Я лежал на кушетке в одних штанах. Обрезки моей окровавленной одежды и ботинки валялись на полу. На моих руках и на груди алели широченные пластыри экстренной помощи, но боли от ран я почему-то не чувствовал. Только легкое жжение в груди и ватную невесомость во всем теле, как это бывает после стремительного снижения высокой температуры.

Я сел на кушетке.

Потрогал повязку на груди.

Вообще не больно. Осторожно отклеил край и заглянул под нее.

И с удивлением обнаружил на месте раны глубокий свежий шрам.

Ничего себе! Я озадаченно хмыкнул.

Вернул пластырь обратно. Поднялся с кушетки и тут же схватился за ее край, чтобы не упасть, потому что закружилась голова.

Постоял немного. Потер затылок и шею. Вроде нормально.

Сунув ноги в ботинки, я бесшумно прошел мимо спящих в кресле Давида Георгиевича и Женьки, завернутой в мягкий клетчатый плед. Егор спал чуть дальше на диване — это он своим храпом сотрясал стены. Возле него на походном матрасе спал кто-то еще, уткнувшись лицом в надувную подушку — неверное, потому что прямо на это спальное место падала тонкая полоска яркого света из хранилища.

Я вошел внутрь местной сокровищницы, тщательно прикрыв за собой дверь.

На столе для сборов стояла открытая упаковка баночного пива. А сбоку от шкафа с оружием была приоткрыта еще одна дверь, которую я в прошлый раз здесь не заметил.

Сунувшись в нее, я увидел узкий лаз наверх и железную лестницу. И почувствовал свежий, бодрящий запах ночи.

Цепляясь за перекладины, я, не торопясь поднялся наверх и очутился в небольшом бетонном кармане под открытым небом.

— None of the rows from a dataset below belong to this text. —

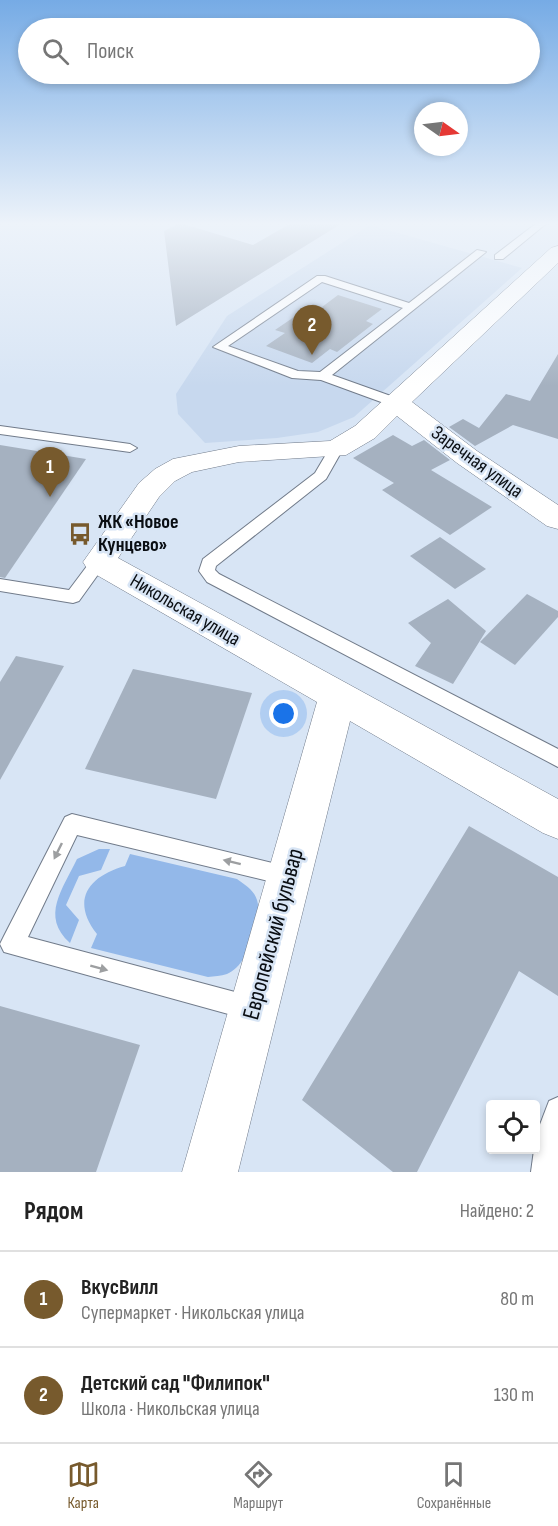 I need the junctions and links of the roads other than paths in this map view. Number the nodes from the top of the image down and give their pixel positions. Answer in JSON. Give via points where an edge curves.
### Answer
{"nodes":[{"id":1,"x":450,"y":277,"type":"edge"},
{"id":2,"x":532,"y":277,"type":"edge"},
{"id":3,"x":411,"y":307,"type":"junction"},
{"id":4,"x":322,"y":376,"type":"junction"},
{"id":5,"x":397,"y":403,"type":"junction"},
{"id":6,"x":0,"y":429,"type":"edge"},
{"id":7,"x":130,"y":448,"type":"dead end"},
{"id":8,"x":336,"y":449,"type":"junction"},
{"id":9,"x":558,"y":519,"type":"edge"},
{"id":10,"x":99,"y":562,"type":"junction"},
{"id":11,"x":0,"y":585,"type":"edge"},
{"id":12,"x":337,"y":697,"type":"junction"},
{"id":13,"x":558,"y":759,"type":"edge"},
{"id":14,"x":558,"y":820,"type":"edge"},
{"id":15,"x":289,"y":876,"type":"junction"},
{"id":16,"x":253,"y":1009,"type":"junction"},
{"id":17,"x":558,"y":1110,"type":"edge"},
{"id":18,"x":210,"y":1172,"type":"edge"},
{"id":19,"x":545,"y":1172,"type":"edge"}],
"edges":[{"from":1,"to":3,"type":"lane"},
{"from":2,"to":5,"type":"street"},
{"from":3,"to":4,"type":"lane"},
{"from":3,"to":4,"type":"lane","via":[[321,278],[219,347],[296,375]]},
{"from":4,"to":5,"type":"lane"},
{"from":5,"to":8,"type":"street","via":[[365,432]]},
{"from":5,"to":9,"type":"street","name":"Заречная улица","via":[[466,457]]},
{"from":6,"to":7,"type":"lane"},
{"from":8,"to":10,"type":"street","via":[[239,454],[183,465],[149,490]]},
{"from":8,"to":13,"type":"lane","via":[[321,476],[209,563],[207,572]]},
{"from":10,"to":11,"type":"lane","via":[[73,597]]},
{"from":10,"to":12,"type":"street","name":"Никольская улица"},
{"from":12,"to":14,"type":"street","name":"Никольская улица"},
{"from":12,"to":15,"type":"street","name":"Европейский бульвар"},
{"from":15,"to":16,"type":"street","name":"Европейский бульвар"},
{"from":15,"to":16,"type":"lane","one_way":true,"via":[[72,824],[12,944]]},
{"from":16,"to":18,"type":"street","name":"Европейский бульвар"},
{"from":17,"to":19,"type":"lane","via":[[548,1138]]}]} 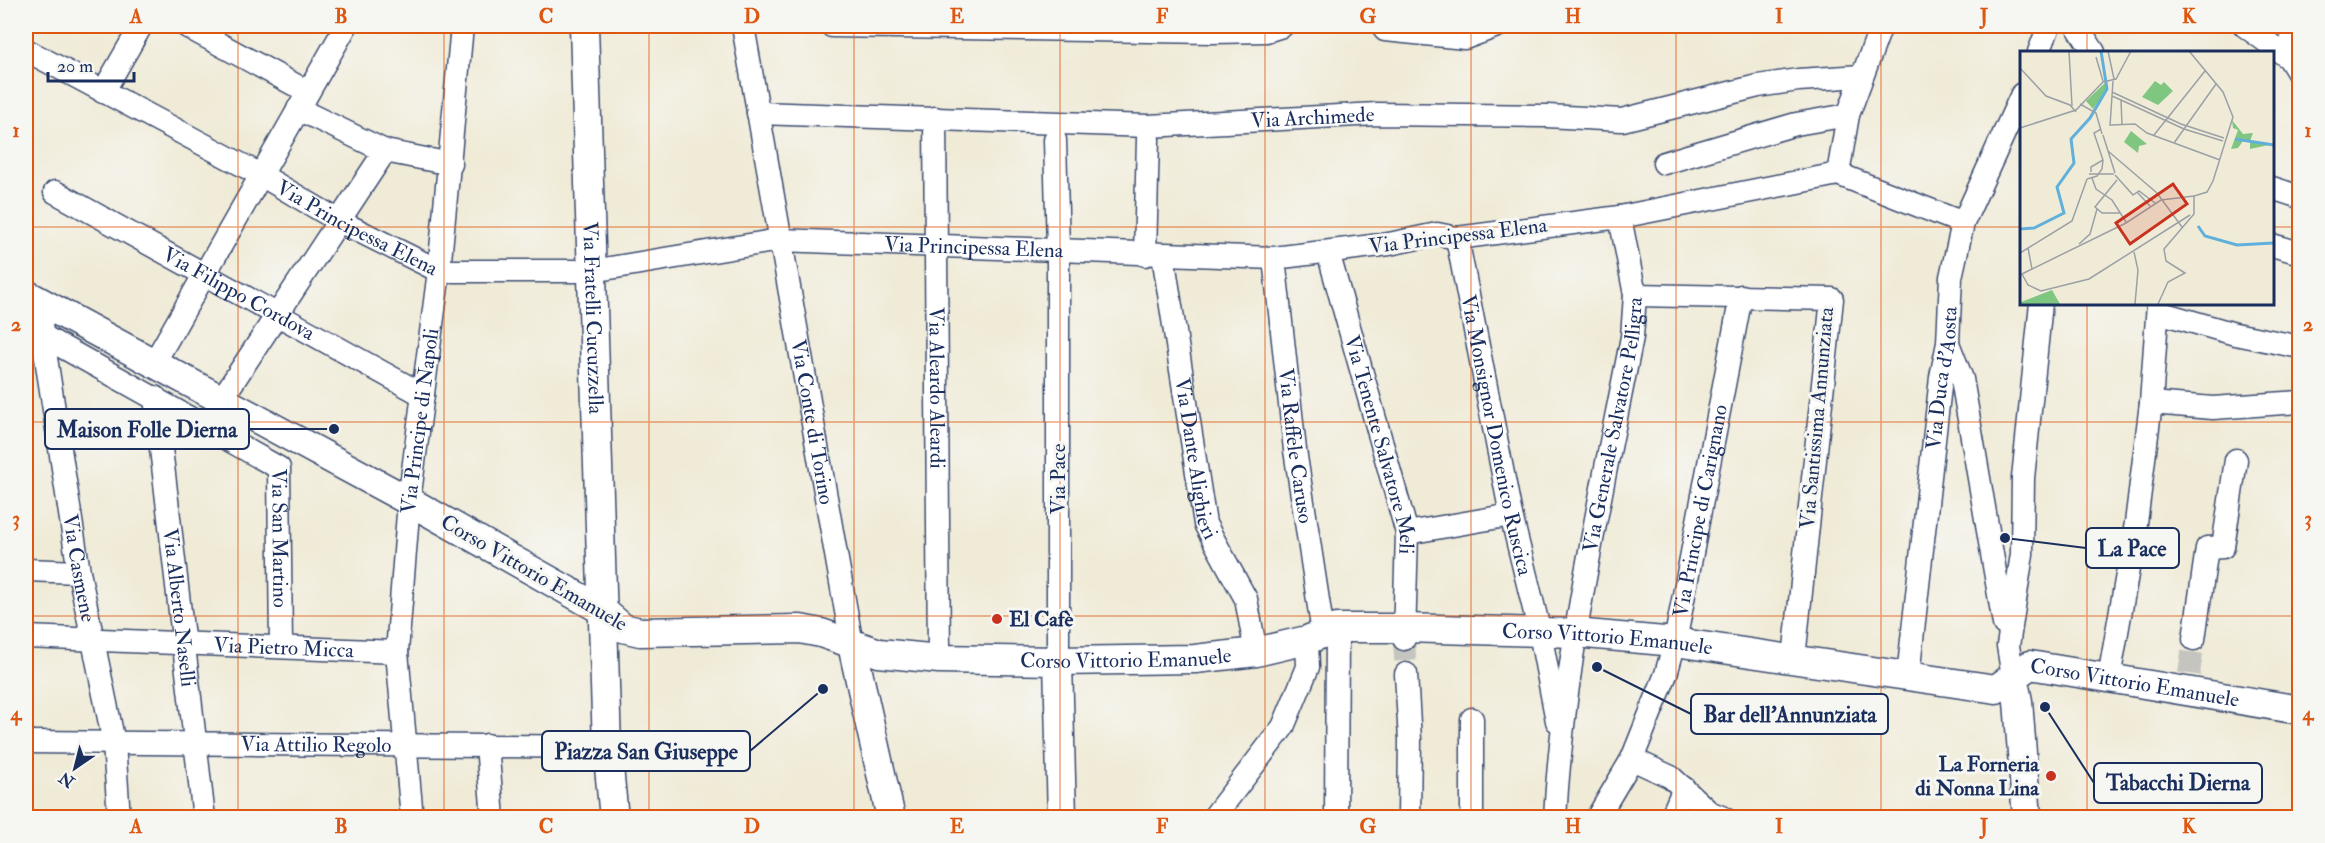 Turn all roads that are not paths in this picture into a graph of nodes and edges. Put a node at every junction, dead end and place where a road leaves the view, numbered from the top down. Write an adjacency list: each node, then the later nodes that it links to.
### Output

А на полу прямо на своем дорогущем пиджаке сидел Данилевский, упираясь ногами в лаковых туфлях о край низкого бортика. Вместо перепачканной моей кровью рубашки на нем была какая-то другая, темная, наброшенная на голое тело. В руках у Яна была банка пива. Где-то на отдалении внизу маячили тени охраны, а вокруг простиралась пустошь, накрытая низким черно-серым небом с зеленоватым свечением.

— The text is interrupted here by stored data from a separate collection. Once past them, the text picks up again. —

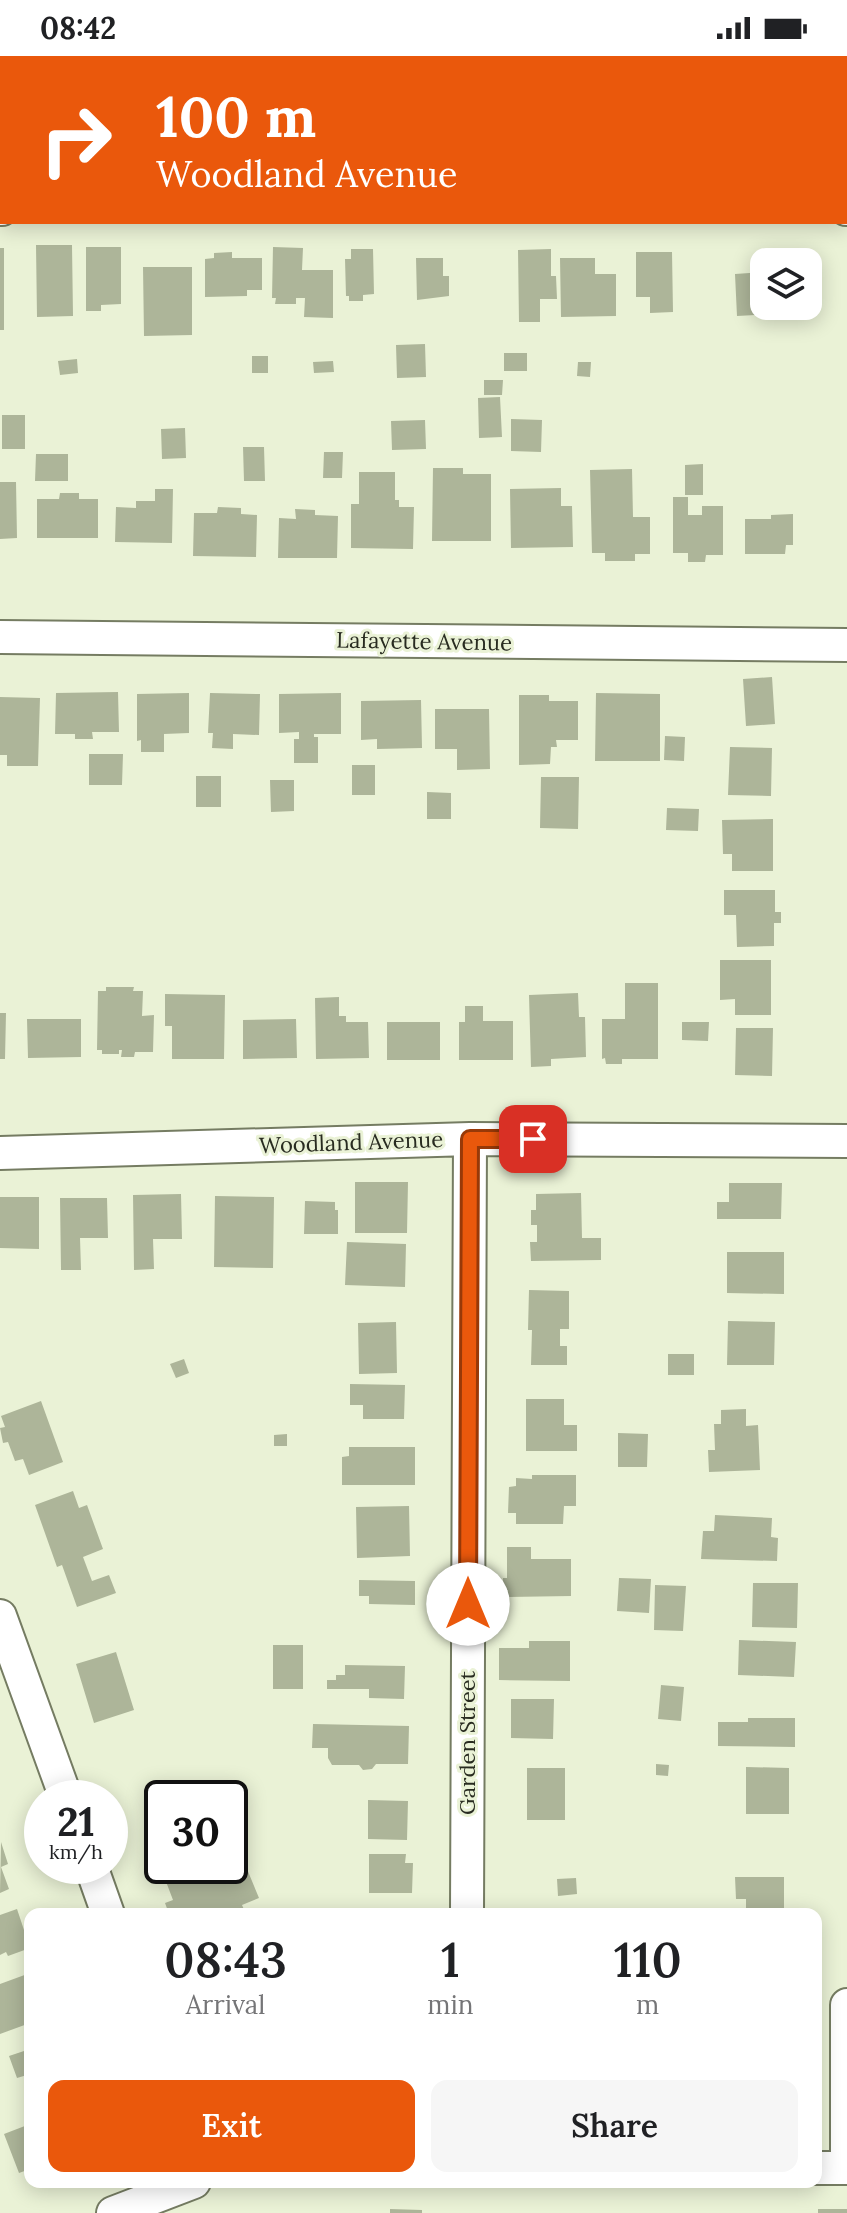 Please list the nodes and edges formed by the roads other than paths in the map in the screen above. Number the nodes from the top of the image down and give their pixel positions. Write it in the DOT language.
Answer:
graph roads {
  1 [pos="0,637"];
  2 [pos="847,645"];
  3 [pos="470,1139"];
  4 [pos="847,1141"];
  5 [pos="0,1153"];
  6 [pos="4,1636"];
  7 [pos="59,1780"];
  8 [pos="97,1884"];
  9 [pos="106,1908"];
  10 [pos="467,1908"];
  11 [pos="847,2005"];
  12 [pos="822,2168"];
  13 [pos="847,2168"];
  14 [pos="178,2188"];
  15 [pos="113,2213"];
  1 -- 2 [label="street, Lafayette Avenue"];
  3 -- 4 [label="street, Woodland Avenue"];
  3 -- 5 [label="street, Woodland Avenue"];
  3 -- 10 [label="street, Garden Street"];
  6 -- 7 [label="street"];
  8 -- 9 [label="street"];
  11 -- 13 [label="street"];
  12 -- 13 [label="street"];
  14 -- 15 [label="street"];
}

При виде меня Ян опустил ноги. Подвинулся, молча поделившись местом на пиджаке.

Я сел рядом. Прислонился спиной к прохладной бетонной стене.

Мне было странно сидеть вот так рядом с ним. В сумерках, на полу, касаясь плечом его плеча.

— Пива не хочешь? — усталым голосом спросил меня вдруг Данилевский. — Бурда, конечно. Но пить можно.

— Нет, — ответил я. — И так голова кругом идет.

— А, — понимающе кивнул он. — Ну да. Это скоро пройдет, если что.

И сделал большой глоток. Пиво с шипением влилось ему в рот, тонкие стенки банки хрустнули под пальцами.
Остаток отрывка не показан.